_Task item:_
Print the records below exactly, starting at the first line and stopping after the line that contains "index dip: (119, 91)". Leave out any pictures.

_Provided records:_
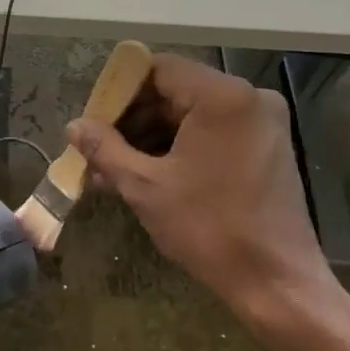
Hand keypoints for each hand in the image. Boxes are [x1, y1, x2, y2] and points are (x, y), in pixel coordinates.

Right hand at [68, 53, 337, 339]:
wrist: (275, 280)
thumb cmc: (208, 228)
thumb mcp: (144, 187)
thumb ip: (105, 149)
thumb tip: (74, 126)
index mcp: (222, 96)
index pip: (158, 69)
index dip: (119, 91)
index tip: (93, 121)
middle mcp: (249, 98)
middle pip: (176, 90)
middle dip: (133, 119)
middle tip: (98, 149)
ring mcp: (263, 122)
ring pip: (192, 114)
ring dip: (152, 136)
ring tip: (114, 169)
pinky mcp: (267, 146)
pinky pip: (212, 132)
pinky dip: (179, 147)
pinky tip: (147, 174)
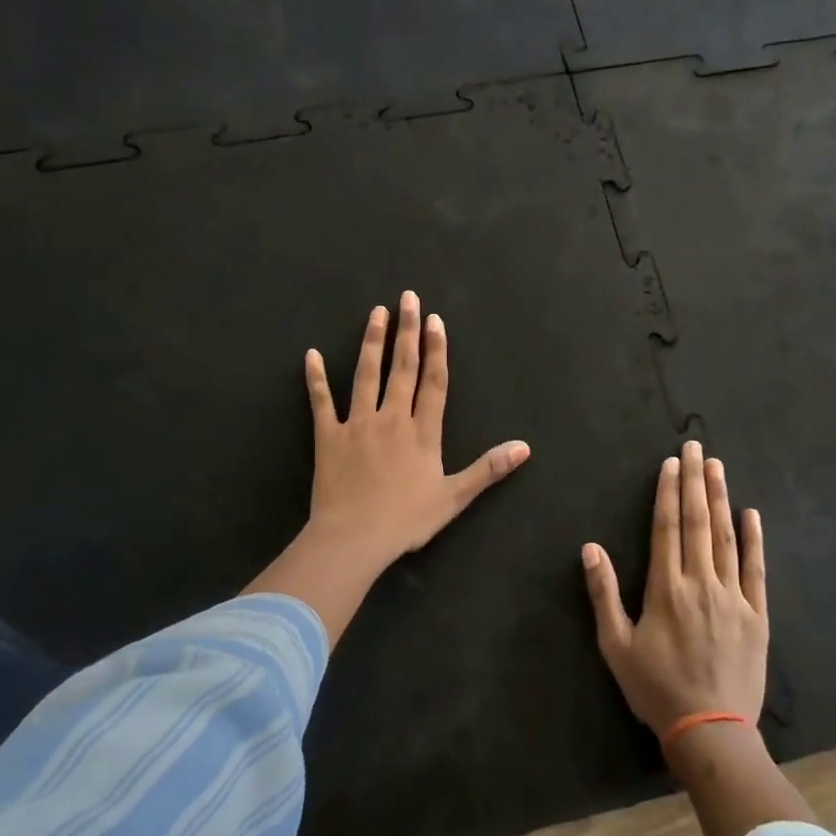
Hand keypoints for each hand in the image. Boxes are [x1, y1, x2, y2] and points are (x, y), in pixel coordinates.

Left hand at [304, 291, 530, 567]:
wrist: (354, 538)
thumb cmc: (406, 520)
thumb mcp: (454, 497)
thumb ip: (487, 469)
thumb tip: (524, 447)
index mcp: (422, 432)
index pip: (433, 382)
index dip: (436, 350)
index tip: (435, 321)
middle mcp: (391, 418)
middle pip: (402, 368)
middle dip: (407, 331)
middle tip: (408, 298)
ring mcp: (357, 424)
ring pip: (365, 375)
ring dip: (372, 342)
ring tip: (376, 312)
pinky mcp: (328, 436)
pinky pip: (321, 402)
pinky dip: (316, 378)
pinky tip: (311, 354)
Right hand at [583, 441, 766, 736]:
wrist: (710, 731)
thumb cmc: (656, 688)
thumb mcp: (616, 645)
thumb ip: (603, 594)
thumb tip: (590, 548)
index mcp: (666, 587)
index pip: (666, 527)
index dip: (668, 491)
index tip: (671, 463)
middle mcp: (700, 582)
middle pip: (697, 521)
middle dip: (695, 481)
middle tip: (697, 447)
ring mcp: (733, 596)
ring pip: (726, 536)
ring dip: (721, 499)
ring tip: (718, 467)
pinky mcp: (757, 614)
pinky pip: (756, 569)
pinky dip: (755, 539)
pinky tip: (752, 513)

_Output of the exercise:_
Hand keypoints for each hand in the image. Boxes are [x1, y1, x2, y2] and points are (x, y), in pixel coordinates.

Right hand at [68, 53, 337, 339]:
wrist: (275, 280)
thumb cmc: (208, 228)
thumb mcp: (144, 187)
thumb ip: (105, 149)
thumb tip: (74, 126)
index mcp: (222, 96)
index pip: (158, 69)
index dip: (119, 91)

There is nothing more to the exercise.